Dataset records:
══════════════════════════════
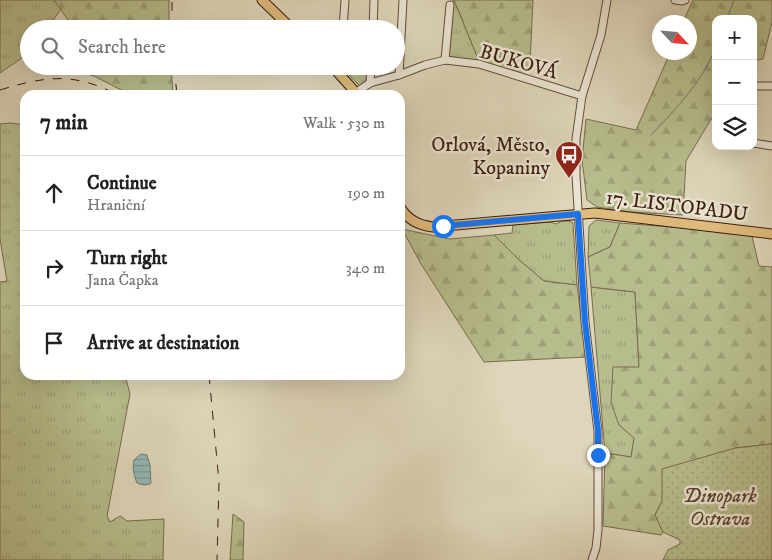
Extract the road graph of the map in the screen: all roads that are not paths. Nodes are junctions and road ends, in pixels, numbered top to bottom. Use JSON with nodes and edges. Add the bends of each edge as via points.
{"nodes":[{"id":1,"x":262,"y":0,"type":"edge"},
{"id":2,"x":345,"y":0,"type":"edge"},
{"id":3,"x":374,"y":0,"type":"edge"},
{"id":4,"x":403,"y":0,"type":"edge"},
{"id":5,"x":607,"y":0,"type":"edge"},
{"id":6,"x":675,"y":0,"type":"edge"},
{"id":7,"x":685,"y":0,"type":"edge"},
{"id":8,"x":450,"y":5,"type":"dead end"},
{"id":9,"x":283,"y":20,"type":"edge"},
{"id":10,"x":344,"y":20,"type":"edge"},
{"id":11,"x":373,"y":20,"type":"edge"},
{"id":12,"x":402,"y":20,"type":"edge"},
{"id":13,"x":446,"y":60,"type":"junction"},
{"id":14,"x":405,"y":73,"type":"edge"},
{"id":15,"x":345,"y":75,"type":"edge"},
{"id":16,"x":370,"y":75,"type":"edge"},
{"id":17,"x":399,"y":75,"type":"edge"},
{"id":18,"x":370,"y":83,"type":"junction"},
{"id":19,"x":757,"y":86,"type":"edge"},
{"id":20,"x":772,"y":86,"type":"edge"},
{"id":21,"x":355,"y":90,"type":"edge"},
{"id":22,"x":362,"y":90,"type":"edge"},
{"id":23,"x":582,"y":96,"type":"junction"},
{"id":24,"x":757,"y":144,"type":"edge"},
{"id":25,"x":772,"y":146,"type":"edge"},
{"id":26,"x":405,"y":213,"type":"edge"},
{"id":27,"x":578,"y":214,"type":"junction"},
{"id":28,"x":772,"y":234,"type":"edge"},
{"id":29,"x":592,"y":560,"type":"edge"}],
"edges":[{"from":1,"to":9,"type":"main road"},
{"from":2,"to":10,"type":"street"},
{"from":3,"to":11,"type":"street"},
{"from":4,"to":12,"type":"street"},
{"from":5,"to":23,"type":"street"},
{"from":6,"to":7,"type":"street"},
{"from":8,"to":13,"type":"street"},
{"from":13,"to":14,"type":"street","name":"BUKOVÁ"},
{"from":13,"to":23,"type":"street","name":"BUKOVÁ","via":[[479,64]]},
{"from":15,"to":21,"type":"main road"},
{"from":16,"to":18,"type":"street"},
{"from":17,"to":18,"type":"street","name":"BUKOVÁ"},
{"from":18,"to":22,"type":"street","name":"BUKOVÁ"},
{"from":19,"to":20,"type":"street"},
{"from":23,"to":27,"type":"street","via":[[576,139]]},
{"from":24,"to":25,"type":"street"},
{"from":26,"to":27,"type":"main road","name":"17. LISTOPADU","via":[[420,224],[433,227]]},
{"from":27,"to":28,"type":"main road","name":"17. LISTOPADU","via":[[595,213]]},
{"from":27,"to":29,"type":"street","via":[[585,322],[598,431],[598,530]]}]}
══════════════════════════════
(Brief): An exact transcription of all the entries is required, without the pictures.

(Response):
Extract the road graph of the map in the screen: all roads that are not paths. Nodes are junctions and road ends, in pixels, numbered top to bottom. Use JSON with nodes and edges. Add the bends of each edge as via points.
{"nodes":[{"id":1,"x":262,"y":0,"type":"edge"},
{"id":2,"x":345,"y":0,"type":"edge"},
{"id":3,"x":374,"y":0,"type":"edge"},
{"id":4,"x":403,"y":0,"type":"edge"},
{"id":5,"x":607,"y":0,"type":"edge"},
{"id":6,"x":675,"y":0,"type":"edge"},
{"id":7,"x":685,"y":0,"type":"edge"},
{"id":8,"x":450,"y":5,"type":"dead end"},
{"id":9,"x":283,"y":20,"type":"edge"},
{"id":10,"x":344,"y":20,"type":"edge"},
{"id":11,"x":373,"y":20,"type":"edge"},
{"id":12,"x":402,"y":20,"type":"edge"},
{"id":13,"x":446,"y":60,"type":"junction"},
{"id":14,"x":405,"y":73,"type":"edge"},
{"id":15,"x":345,"y":75,"type":"edge"},
{"id":16,"x":370,"y":75,"type":"edge"},
{"id":17,"x":399,"y":75,"type":"edge"},
{"id":18,"x":370,"y":83,"type":"junction"},
{"id":19,"x":757,"y":86,"type":"edge"},
{"id":20,"x":772,"y":86,"type":"edge"},
{"id":21,"x":355,"y":90,"type":"edge"},
{"id":22,"x":362,"y":90,"type":"edge"},
{"id":23,"x":582,"y":96,"type":"junction"},
{"id":24,"x":757,"y":144,"type":"edge"},
{"id":25,"x":772,"y":146,"type":"edge"},
{"id":26,"x":405,"y":213,"type":"edge"},
{"id":27,"x":578,"y":214,"type":"junction"},
{"id":28,"x":772,"y":234,"type":"edge"},
{"id":29,"x":592,"y":560,"type":"edge"}],
"edges":[{"from":1,"to":9,"type":"main road"},
{"from":2,"to":10,"type":"street"},
{"from":3,"to":11,"type":"street"},
{"from":4,"to":12,"type":"street"},
{"from":5,"to":23,"type":"street"},
{"from":6,"to":7,"type":"street"},
{"from":8,"to":13,"type":"street"},
{"from":13,"to":14,"type":"street","name":"BUKOVÁ"},
{"from":13,"to":23,"type":"street","name":"BUKOVÁ","via":[[479,64]]},
{"from":15,"to":21,"type":"main road"},
{"from":16,"to":18,"type":"street"},
{"from":17,"to":18,"type":"street","name":"BUKOVÁ"},
{"from":18,"to":22,"type":"street","name":"BUKOVÁ"},
{"from":19,"to":20,"type":"street"},
{"from":23,"to":27,"type":"street","via":[[576,139]]},
{"from":24,"to":25,"type":"street"},
{"from":26,"to":27,"type":"main road","name":"17. LISTOPADU","via":[[420,224],[433,227]]},
{"from":27,"to":28,"type":"main road","name":"17. LISTOPADU","via":[[595,213]]},
{"from":27,"to":29,"type":"street","via":[[585,322],[598,431],[598,530]]}]}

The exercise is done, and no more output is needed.